My name is Mitch Shaver. I’m 45 years of age with a beautiful wife, Rhonda, and two amazing children. Rhonda and I will be celebrating our 19th wedding anniversary this fall. Our son, Merick is 16 and a junior in high school.  Our daughter Mariah is 15 and a sophomore.

My first symptom noticed was on a business trip in September, 2017. I was out having dinner and drinks and later back at the hotel, my colleagues commented on how drunk I was because my speech was slurred. But I remember thinking, “I’m not drunk, you are!”, but I couldn’t get my words out correctly. In the next month I noticed I couldn’t open plastic bottles or baggies with my left hand. Then I developed a hyper gag reflex and fasciculation’s that ran rampant through my left arm and left shoulder.

Now Rhonda and I are therapists. Rhonda is an occupational therapist and I’m a physical therapist. Working in the medical field armed us with a little bit of knowledge. We started to make list of possibilities…cervical radiculopathy or maybe a stroke. On October 31, after trick or treating, I told my best friend I could have a brain tumor. After a little bit more research, we realized there was a really good possibility I had ALS.
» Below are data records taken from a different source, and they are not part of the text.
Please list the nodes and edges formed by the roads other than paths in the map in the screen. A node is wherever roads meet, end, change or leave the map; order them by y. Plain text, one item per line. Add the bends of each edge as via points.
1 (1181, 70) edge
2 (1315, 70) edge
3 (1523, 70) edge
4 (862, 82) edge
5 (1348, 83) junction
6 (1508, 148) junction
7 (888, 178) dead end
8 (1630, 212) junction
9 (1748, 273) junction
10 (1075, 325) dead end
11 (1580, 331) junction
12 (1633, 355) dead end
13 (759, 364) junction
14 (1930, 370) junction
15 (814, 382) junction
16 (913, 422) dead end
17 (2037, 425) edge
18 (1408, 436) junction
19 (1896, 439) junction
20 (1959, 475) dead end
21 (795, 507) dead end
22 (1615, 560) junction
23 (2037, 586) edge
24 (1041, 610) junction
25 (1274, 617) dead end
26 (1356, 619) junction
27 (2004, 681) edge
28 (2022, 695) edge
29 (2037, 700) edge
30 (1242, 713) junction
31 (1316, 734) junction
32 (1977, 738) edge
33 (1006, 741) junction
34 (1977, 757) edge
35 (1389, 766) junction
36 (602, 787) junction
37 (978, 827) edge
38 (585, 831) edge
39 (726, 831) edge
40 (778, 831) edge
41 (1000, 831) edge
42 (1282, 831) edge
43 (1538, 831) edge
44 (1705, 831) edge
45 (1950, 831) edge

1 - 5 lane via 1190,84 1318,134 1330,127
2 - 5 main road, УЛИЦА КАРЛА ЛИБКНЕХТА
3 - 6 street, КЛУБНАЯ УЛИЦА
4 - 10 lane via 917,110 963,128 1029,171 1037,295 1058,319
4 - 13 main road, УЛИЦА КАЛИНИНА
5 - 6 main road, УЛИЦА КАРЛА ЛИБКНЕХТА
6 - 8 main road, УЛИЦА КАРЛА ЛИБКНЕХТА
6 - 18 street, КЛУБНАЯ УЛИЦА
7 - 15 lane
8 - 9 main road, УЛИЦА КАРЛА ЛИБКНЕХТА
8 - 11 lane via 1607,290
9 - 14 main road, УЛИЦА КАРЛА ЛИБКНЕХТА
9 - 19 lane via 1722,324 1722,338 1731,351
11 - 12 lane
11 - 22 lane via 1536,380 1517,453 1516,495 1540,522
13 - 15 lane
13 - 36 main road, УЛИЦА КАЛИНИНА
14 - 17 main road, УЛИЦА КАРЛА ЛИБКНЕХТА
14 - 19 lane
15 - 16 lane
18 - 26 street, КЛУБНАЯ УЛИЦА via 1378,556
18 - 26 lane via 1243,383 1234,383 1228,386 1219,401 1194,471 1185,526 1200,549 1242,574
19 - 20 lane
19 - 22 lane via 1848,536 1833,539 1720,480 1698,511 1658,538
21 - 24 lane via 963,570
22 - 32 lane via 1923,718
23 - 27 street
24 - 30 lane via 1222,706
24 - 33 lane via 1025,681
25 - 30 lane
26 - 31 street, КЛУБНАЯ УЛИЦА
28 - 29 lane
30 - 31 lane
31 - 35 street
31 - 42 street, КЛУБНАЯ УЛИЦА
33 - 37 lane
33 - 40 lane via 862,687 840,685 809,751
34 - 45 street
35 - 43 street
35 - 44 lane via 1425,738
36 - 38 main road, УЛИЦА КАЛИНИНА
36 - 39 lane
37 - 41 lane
Like most people, we made an appointment with our primary care physician. We sat in front of her, explained the symptoms and told her we believed I possibly had ALS. I was amazed at her response. She responded, “You don’t have ALS. There is nothing wrong with your legs.” She referred us to the emergency room. At the emergency room we explained the last few months of symptoms and the progressions. They ran an EKG, blood pressure, blood work, CAT SCAN, and urinalysis. To my amazement, the ER doctor continually asked if I had taken any drugs. Because he explained all of my tests were negative and he could not hear any speech change. (How would he have known if my speech changed with only knowing me 20 minutes earlier). My next trip was to the neurologist with a battery of tests to include EKG, XRAYS, MRI, bloodwork, physical exam and reflexes. The neurologist explained it was unlikely ALS, but more likely a host of other neurological conditions: MS, cervical radiculopathy, MMN and others. The next trip was an EMG with needle placement all over my body (legs, butt, arms, tongue, etc.) to see how my nerves were reacting.

Instead of following up with the neurologist, we did more research and pushed to see an ALS specialist. We sat with Dr. Newman on January 30, 2018. He examined me, tested my reflexes, looked at my fasciculation, reviewed all my test results and confirmed our suspicion of ALS.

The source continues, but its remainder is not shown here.